Statali, c’è l’intesa sugli 85 euro ma per ora ne arrivano solo 35: mancano i soldi

Sull’aumento degli 85 euro medi lordi previsti nel rinnovo dei contratti del pubblico impiego l’intesa tra governo e sindacati c’è, ma con un piccolo particolare: mancano le risorse per gli aumenti, al punto che già si parla di un sostanzioso taglio dei “ritocchi”. Lo sblocco dei contratti, fermi da 7 anni, è una partita che in termini di cifre si gioca sull’aumento degli 85 euro, come stabilito dall’accordo firmato tra la ministra della Funzione pubblica Marianna Madia e Cgil Cisl e Uil ma il confronto rischia di diventare complesso, perché le risorse scarseggiano. Finora, al rinnovo del contratto degli statali è stata destinata una cifra, che ad oggi non permette di raggiungere gli 85 euro. Per giungere a tale importo è necessario un ulteriore intervento nella prossima legge di bilancio. Risorse, spiegano i sindacati, che sono stimate attorno ai due miliardi di euro, oltre quelle già allocate. A marzo il Dpcm ha stanziato risorse per 3 anni, ripartite tra il 2016 e il 2018, e che permettono di raggiungere un aumento medio di circa 35 euro. La parte mancante per arrivare a quota 85 euro dovrebbe trovarsi nella prossima legge di bilancio. La partita, da questo punto di vista, è quindi rimandata a ottobre ed è tutta un’incognita da verificare.

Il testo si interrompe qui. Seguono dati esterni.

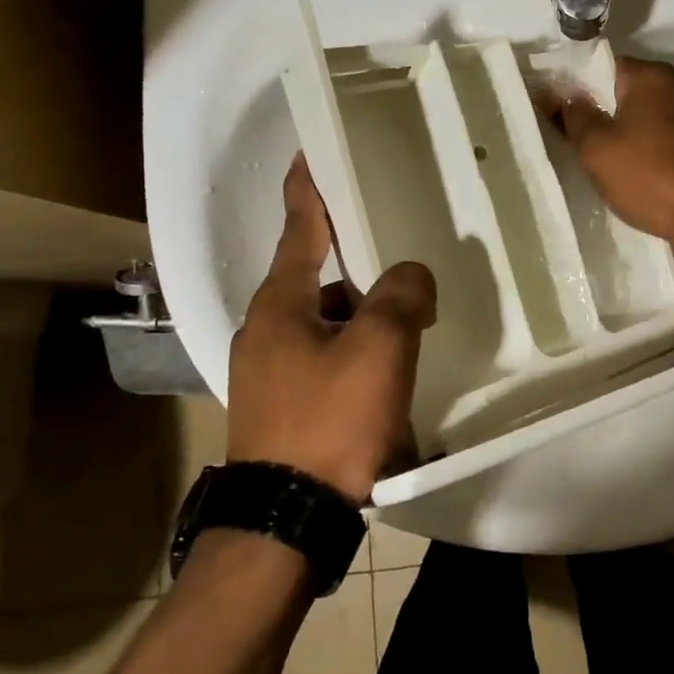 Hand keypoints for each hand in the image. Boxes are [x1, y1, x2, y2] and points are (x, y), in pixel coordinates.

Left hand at [223, 155, 436, 503]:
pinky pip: (323, 356)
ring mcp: (267, 370)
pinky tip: (385, 369)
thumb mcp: (379, 348)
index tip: (310, 152)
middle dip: (357, 264)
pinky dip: (353, 349)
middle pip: (317, 276)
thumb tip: (409, 276)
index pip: (299, 227)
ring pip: (323, 321)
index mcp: (280, 303)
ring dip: (360, 314)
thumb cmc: (330, 421)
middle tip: (399, 256)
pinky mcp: (280, 405)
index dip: (309, 188)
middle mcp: (265, 329)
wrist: (285, 521)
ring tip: (407, 322)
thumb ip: (400, 296)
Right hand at [543, 55, 673, 271]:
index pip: (600, 65)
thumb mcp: (597, 148)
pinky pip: (655, 133)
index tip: (552, 109)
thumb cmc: (648, 176)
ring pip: (638, 113)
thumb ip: (573, 116)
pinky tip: (622, 168)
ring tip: (590, 156)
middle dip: (593, 109)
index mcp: (651, 75)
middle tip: (566, 136)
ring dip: (615, 130)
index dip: (572, 85)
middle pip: (620, 89)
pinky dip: (637, 145)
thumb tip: (556, 94) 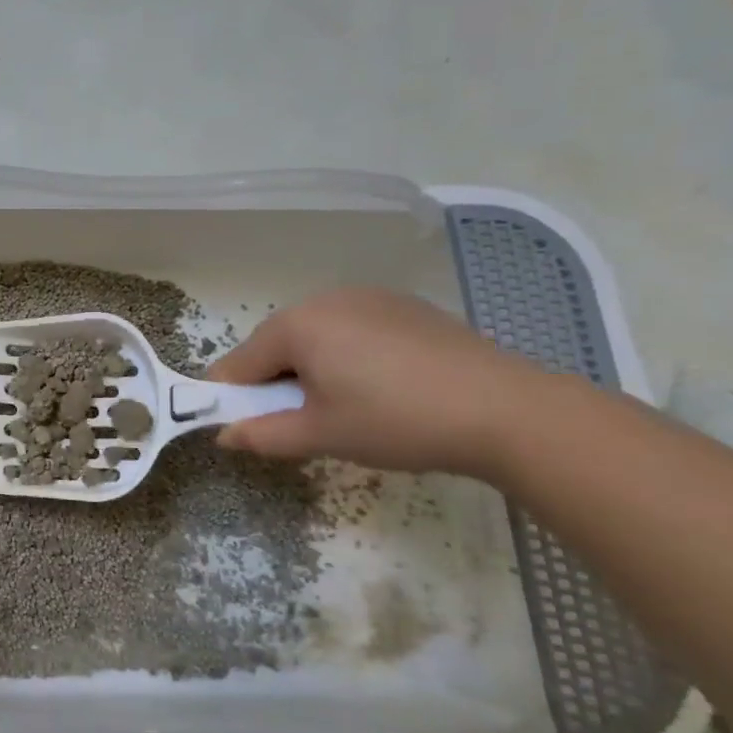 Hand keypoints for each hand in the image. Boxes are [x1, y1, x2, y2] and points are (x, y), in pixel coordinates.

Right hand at [208, 288, 545, 477]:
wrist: (508, 410)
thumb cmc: (395, 421)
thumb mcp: (320, 436)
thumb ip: (262, 434)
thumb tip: (224, 435)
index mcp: (295, 325)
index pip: (238, 363)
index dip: (231, 398)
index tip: (243, 428)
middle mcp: (324, 299)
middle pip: (275, 345)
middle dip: (275, 382)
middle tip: (302, 423)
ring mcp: (368, 297)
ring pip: (315, 337)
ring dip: (312, 369)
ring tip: (346, 407)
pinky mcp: (404, 307)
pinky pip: (352, 330)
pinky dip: (348, 356)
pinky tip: (382, 387)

Sembra essersi risolta, invece, la questione legata al salario accessorio e ai trattamenti correlati alla performance. La norma sul salario accessorio prevedeva infatti che tutti i trattamenti accessori fossero legati alla performance. Su questo aspetto i sindacati hanno ribadito che non tutta la quota può essere destinata alla performance, ma solo quella variabile. Le cosiddette ‘parti fisse e ricorrenti’, invece, sono quindi escluse. In parole povere, non tutto il salario accessorio va destinato alla performance ma solo la parte variabile.